--- ENTRIES SUPPLIED Enclosed Below ---

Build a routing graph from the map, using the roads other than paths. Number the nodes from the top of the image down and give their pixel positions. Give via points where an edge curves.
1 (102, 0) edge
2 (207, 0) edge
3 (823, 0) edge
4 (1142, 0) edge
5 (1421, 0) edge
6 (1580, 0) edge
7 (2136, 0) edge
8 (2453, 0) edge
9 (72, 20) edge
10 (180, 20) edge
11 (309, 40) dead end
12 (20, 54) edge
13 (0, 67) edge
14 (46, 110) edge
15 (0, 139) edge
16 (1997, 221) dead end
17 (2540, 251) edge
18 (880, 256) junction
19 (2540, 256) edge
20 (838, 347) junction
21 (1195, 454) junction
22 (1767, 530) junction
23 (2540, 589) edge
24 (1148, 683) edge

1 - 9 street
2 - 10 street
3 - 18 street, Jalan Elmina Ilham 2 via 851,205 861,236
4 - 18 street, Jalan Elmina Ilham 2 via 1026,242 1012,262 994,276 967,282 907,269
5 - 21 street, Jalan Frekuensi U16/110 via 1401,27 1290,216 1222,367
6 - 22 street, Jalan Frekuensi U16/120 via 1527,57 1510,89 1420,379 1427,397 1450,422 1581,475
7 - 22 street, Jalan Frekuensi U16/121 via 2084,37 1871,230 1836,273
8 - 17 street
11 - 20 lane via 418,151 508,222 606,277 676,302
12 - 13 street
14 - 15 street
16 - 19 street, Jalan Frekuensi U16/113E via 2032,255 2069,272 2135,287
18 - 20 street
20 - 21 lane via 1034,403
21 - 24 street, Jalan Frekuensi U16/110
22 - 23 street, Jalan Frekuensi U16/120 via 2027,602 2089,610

--- End of Enclosed ENTRIES SUPPLIED ---
--- ENTRIES SUPPLIED Enclosed Below ---

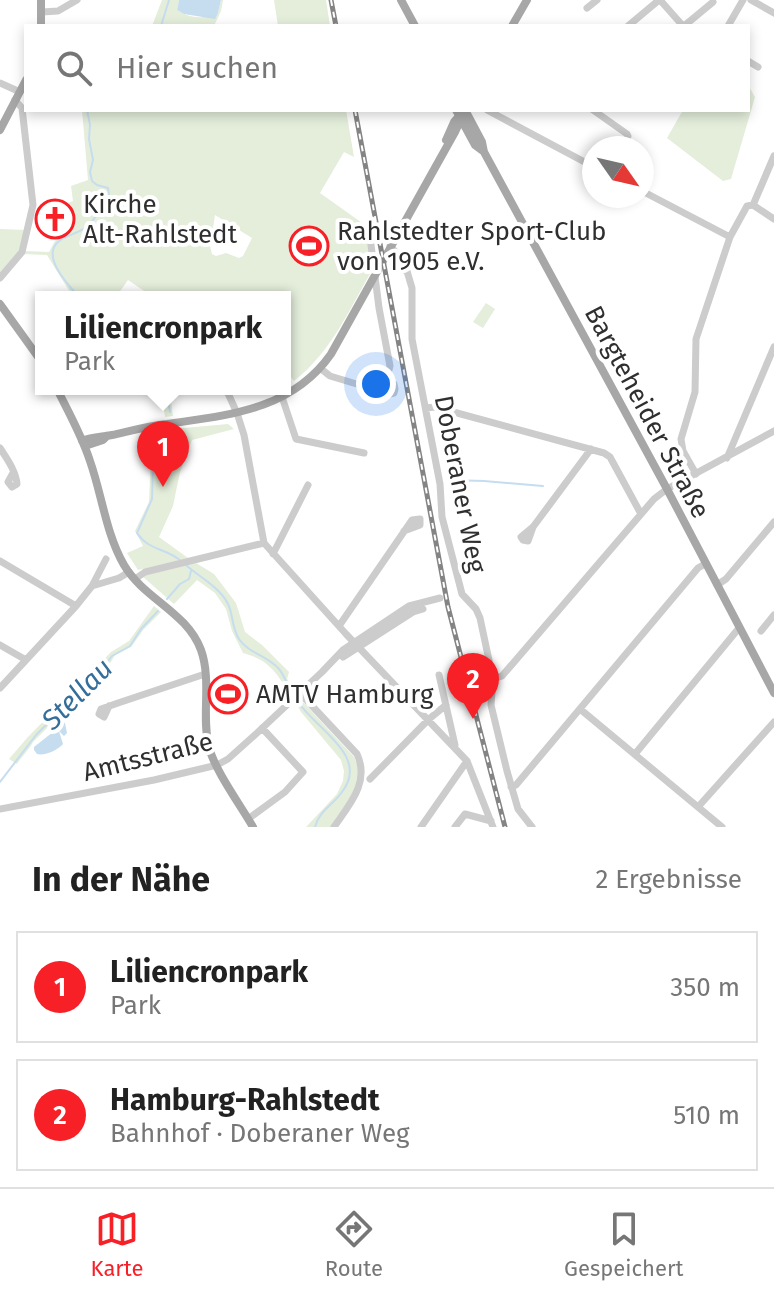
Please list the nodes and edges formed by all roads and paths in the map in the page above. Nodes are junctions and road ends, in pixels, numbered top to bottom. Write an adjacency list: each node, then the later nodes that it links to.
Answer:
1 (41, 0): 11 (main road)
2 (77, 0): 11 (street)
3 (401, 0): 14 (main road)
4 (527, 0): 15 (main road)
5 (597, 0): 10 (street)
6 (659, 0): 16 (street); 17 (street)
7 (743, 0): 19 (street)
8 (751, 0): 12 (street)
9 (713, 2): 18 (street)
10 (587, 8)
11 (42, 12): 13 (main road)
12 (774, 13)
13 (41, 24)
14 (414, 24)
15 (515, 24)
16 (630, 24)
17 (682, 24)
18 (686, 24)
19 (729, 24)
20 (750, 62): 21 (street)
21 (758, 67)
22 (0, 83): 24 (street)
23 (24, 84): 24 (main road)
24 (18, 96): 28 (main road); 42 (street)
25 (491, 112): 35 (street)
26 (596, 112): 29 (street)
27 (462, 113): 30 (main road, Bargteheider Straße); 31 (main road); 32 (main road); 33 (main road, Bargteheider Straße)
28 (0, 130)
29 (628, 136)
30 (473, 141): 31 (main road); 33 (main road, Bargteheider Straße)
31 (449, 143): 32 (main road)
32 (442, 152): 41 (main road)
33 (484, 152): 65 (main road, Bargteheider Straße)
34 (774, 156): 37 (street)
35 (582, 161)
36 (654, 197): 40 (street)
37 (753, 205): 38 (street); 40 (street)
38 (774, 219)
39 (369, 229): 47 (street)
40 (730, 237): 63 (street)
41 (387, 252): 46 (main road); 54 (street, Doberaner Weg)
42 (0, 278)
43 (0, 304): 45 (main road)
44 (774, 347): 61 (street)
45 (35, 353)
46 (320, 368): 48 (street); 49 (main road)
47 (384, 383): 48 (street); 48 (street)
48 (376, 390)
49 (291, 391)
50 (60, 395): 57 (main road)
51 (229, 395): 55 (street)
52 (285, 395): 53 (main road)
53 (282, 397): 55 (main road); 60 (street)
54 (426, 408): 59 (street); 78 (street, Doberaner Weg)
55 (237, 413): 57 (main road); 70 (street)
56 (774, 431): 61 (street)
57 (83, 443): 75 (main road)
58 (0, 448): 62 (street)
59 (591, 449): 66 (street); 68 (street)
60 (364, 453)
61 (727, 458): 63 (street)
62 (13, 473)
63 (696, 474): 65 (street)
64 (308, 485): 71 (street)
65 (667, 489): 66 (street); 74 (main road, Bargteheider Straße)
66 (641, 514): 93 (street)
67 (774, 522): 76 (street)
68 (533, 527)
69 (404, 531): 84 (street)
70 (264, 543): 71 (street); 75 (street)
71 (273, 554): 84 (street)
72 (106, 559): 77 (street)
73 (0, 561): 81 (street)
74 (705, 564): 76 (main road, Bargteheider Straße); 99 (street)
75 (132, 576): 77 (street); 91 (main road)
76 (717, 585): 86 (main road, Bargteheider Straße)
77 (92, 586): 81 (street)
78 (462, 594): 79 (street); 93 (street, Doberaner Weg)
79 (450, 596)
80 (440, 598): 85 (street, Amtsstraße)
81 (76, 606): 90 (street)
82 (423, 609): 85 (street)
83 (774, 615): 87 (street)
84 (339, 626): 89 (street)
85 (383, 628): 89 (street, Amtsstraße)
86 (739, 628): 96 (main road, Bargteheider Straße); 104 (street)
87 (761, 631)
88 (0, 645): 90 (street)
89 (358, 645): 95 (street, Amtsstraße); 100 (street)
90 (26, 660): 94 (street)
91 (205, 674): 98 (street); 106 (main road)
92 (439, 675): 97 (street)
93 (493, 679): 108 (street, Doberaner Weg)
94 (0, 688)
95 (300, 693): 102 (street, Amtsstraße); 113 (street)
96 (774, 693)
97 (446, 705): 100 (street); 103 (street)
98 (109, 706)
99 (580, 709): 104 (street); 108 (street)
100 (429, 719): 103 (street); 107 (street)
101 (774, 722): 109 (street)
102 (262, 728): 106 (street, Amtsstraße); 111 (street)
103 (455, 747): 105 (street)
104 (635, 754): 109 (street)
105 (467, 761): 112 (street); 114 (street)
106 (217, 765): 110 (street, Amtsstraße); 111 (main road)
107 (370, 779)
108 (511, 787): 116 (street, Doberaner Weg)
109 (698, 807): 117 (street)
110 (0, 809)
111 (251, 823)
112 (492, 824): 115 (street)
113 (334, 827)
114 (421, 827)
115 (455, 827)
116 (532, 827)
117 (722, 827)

--- End of Enclosed ENTRIES SUPPLIED ---
--- ENTRIES SUPPLIED Enclosed Below ---

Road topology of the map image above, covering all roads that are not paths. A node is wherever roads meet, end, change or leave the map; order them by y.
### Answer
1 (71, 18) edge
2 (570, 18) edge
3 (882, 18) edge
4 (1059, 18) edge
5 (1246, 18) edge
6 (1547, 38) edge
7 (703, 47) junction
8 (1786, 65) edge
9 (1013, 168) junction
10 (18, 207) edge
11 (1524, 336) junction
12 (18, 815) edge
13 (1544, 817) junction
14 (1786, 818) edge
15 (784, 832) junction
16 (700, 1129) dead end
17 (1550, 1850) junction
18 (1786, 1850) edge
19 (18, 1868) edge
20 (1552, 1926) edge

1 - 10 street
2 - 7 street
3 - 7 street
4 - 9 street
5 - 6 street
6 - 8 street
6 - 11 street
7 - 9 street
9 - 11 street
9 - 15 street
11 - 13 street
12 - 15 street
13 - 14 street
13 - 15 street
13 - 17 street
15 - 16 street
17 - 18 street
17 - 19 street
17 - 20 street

--- End of Enclosed ENTRIES SUPPLIED ---

◆ BRIEF: Every line containing the string "above" should be pulled from the listing and copied.

◆ ANSWER SPACE:
Please list the nodes and edges formed by all roads and paths in the map in the page above. Nodes are junctions and road ends, in pixels, numbered top to bottom. Write an adjacency list: each node, then the later nodes that it links to.
Road topology of the map image above, covering all roads that are not paths. A node is wherever roads meet, end, change or leave the map; order them by y.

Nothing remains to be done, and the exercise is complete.